< תהילים 45 >
למנצח על-ששנים לבני-קרח משכיל שיר ידידת ב רחש לבי דבר טוב-- אמר אני מעשי למלך לשוני עט סופר מהיר | 1 |
Een onderwijzing, een lied der liefde, voor den opperzangmeester, onder de kinderen van Korach, op Schoschannim. Mijn hart geeft een goede rede op; ik zegge mijn gedichten uit van een Koning; mijn tong is een pen eens vaardigen schrijvers.
יפיפית מבני אדם-- הוצק חן בשפתותיך על-כן ברכך אלהים לעולם | 2 |
Gij zijt veel schoner dan de mensenkinderen; genade is uitgestort in Uw lippen; daarom heeft U God gezegend in eeuwigheid.
חגור-חרבך על-ירך גבור-- הודך והדרך | 3 |
Gord Uw zwaard aan de heup, o Held! Uw Majesteit en Uw heerlijkheid.
והדרך צלח רכב-- על-דבר-אמת וענוה-צדק ותורך נוראות ימינך | 4 |
En rijd voorspoediglijk in Uw heerlijkheid, op het woord der waarheid en rechtvaardige zachtmoedigheid; en Uw rechterhand zal U vreselijke dingen leren.
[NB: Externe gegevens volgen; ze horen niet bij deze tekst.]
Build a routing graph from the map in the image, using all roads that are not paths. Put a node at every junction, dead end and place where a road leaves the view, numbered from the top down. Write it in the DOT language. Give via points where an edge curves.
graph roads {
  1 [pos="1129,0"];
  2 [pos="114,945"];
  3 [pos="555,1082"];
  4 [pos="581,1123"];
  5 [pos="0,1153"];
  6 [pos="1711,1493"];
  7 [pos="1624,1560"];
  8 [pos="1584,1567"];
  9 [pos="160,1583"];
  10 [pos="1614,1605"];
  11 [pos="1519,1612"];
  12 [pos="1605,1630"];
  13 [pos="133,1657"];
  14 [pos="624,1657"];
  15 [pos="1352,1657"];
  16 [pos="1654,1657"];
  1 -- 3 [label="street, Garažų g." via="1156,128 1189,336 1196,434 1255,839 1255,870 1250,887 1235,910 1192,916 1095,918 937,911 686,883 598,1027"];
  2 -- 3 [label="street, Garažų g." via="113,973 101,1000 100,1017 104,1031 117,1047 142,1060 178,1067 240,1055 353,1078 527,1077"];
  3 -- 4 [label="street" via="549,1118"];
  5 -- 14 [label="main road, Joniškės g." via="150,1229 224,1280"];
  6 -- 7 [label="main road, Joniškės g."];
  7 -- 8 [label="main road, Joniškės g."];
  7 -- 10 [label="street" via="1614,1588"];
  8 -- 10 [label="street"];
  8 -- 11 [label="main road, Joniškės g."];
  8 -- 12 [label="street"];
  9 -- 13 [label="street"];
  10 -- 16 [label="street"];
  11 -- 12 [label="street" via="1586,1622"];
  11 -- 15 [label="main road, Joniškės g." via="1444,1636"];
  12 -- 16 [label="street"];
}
חציך שנונים עמים תחתיך יפלו בלב אויבי המלך | 5 |
Uw pijlen zijn scherp; volken zullen onder U vallen; zij treffen in het hart van des Konings vijanden.
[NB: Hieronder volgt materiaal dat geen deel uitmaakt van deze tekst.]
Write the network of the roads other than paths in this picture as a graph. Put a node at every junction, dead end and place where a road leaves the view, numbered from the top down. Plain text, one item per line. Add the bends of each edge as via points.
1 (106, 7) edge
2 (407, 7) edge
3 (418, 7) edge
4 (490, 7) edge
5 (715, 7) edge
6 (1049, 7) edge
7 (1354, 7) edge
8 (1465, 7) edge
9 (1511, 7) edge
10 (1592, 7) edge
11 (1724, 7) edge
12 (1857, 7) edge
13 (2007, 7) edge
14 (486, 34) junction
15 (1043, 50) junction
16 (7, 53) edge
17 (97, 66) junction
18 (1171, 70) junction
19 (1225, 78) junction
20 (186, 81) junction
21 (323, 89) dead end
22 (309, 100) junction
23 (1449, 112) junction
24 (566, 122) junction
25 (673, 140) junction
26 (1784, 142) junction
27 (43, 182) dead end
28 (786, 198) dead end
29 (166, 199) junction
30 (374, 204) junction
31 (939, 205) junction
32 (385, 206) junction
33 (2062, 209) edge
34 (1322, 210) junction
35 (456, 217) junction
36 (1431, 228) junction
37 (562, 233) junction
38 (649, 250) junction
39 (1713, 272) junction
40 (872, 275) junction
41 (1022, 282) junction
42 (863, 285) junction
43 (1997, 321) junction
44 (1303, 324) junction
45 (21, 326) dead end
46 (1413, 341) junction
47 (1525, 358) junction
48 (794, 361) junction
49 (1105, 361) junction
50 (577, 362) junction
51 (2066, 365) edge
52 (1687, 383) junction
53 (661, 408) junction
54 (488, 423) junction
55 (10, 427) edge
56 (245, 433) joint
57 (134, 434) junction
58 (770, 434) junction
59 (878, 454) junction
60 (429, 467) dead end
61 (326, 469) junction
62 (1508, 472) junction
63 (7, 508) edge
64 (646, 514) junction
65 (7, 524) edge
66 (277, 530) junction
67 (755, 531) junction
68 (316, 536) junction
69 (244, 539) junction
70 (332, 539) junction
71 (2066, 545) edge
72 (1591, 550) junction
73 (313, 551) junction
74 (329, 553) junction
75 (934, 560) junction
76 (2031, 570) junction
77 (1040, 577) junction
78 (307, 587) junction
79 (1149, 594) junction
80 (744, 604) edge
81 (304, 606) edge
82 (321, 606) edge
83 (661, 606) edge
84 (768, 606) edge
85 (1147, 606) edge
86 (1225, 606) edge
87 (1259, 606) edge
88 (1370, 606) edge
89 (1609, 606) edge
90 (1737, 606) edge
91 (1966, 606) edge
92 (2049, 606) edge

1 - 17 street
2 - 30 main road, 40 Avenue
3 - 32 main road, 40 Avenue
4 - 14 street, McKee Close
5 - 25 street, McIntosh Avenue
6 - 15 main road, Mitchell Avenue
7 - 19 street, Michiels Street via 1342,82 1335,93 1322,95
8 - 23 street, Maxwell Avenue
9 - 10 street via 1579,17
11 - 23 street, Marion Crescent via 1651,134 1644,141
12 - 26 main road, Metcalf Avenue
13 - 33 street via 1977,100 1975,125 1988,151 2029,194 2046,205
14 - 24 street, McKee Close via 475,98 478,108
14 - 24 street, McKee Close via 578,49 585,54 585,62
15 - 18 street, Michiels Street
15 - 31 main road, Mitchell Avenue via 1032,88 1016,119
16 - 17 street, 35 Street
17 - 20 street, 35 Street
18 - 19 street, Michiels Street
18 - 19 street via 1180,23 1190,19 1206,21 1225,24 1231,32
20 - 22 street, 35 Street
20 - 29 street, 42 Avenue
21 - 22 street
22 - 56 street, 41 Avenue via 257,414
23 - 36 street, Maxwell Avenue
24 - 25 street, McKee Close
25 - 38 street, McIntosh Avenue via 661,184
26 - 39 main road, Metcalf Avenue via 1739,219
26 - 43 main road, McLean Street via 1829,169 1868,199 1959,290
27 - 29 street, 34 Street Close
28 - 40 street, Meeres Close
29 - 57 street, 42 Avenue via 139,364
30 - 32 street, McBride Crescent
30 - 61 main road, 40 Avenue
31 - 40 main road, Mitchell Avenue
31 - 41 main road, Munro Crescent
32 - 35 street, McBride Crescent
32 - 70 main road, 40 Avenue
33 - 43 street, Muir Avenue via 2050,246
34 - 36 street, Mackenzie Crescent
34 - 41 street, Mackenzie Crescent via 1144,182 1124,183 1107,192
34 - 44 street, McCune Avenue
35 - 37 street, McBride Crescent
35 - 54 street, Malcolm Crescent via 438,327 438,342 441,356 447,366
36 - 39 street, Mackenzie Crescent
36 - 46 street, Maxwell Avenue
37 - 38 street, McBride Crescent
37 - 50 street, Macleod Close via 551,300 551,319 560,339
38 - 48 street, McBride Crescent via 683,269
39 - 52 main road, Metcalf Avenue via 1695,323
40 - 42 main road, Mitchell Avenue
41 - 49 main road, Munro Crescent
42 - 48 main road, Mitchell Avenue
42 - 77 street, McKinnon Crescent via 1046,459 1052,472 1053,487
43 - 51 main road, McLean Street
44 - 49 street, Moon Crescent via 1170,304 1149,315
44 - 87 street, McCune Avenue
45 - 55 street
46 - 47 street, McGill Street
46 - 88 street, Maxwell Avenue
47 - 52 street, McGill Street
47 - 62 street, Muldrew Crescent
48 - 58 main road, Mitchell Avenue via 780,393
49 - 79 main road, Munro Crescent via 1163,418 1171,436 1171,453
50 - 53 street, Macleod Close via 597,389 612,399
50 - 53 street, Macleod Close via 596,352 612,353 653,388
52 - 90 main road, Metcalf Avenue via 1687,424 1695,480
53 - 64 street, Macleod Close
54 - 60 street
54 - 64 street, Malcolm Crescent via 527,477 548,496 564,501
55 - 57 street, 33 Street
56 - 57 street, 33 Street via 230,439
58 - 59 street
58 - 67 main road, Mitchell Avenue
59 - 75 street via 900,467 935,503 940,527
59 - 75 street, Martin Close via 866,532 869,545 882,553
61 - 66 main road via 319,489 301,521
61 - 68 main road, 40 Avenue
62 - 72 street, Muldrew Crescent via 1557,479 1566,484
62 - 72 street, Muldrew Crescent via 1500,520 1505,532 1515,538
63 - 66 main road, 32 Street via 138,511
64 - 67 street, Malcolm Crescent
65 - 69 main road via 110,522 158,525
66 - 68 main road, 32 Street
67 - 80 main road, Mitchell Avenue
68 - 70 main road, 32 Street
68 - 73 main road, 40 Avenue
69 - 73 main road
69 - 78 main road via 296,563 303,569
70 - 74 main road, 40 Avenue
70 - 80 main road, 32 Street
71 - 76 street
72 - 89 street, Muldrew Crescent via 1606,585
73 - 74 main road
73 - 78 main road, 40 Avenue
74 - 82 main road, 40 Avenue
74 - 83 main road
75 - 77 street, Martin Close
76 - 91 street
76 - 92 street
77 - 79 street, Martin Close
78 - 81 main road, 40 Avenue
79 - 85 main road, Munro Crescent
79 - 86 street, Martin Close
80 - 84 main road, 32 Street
כסאך אלהים עולם ועד שבט מישר שבט מלכותך | 6 |
Uw troon, o God! is eeuwiglijk en altoos; de scepter Uws Koninkrijks is een scepter der rechtmatigheid.
אהבת צדק ותשנא-רשע על-כן משחך אלהים אלהיך שמן ששון-- מחברך | 7 |
Gij hebt gerechtigheid lief, en haat goddeloosheid; daarom heeft U, o God! Uw God gezalfd met vreugdeolie, boven Uw medegenoten.
מר-ואהלות קציעות כל-בגדתיך מן-היכלי שן מני שמחוך | 8 |
Al Uw klederen zijn mirre, en aloe, en kassie; uit de elpenbenen paleizen, van waar zij U verblijden.
בנות מלכים ביקרותיך נצבה שגל לימינך בכתם אופיר | 9 |
Dochters van koningen zijn onder Uw kostelijke staatsdochteren; de Koningin staat aan Uw rechterhand, in het fijnste goud van Ofir.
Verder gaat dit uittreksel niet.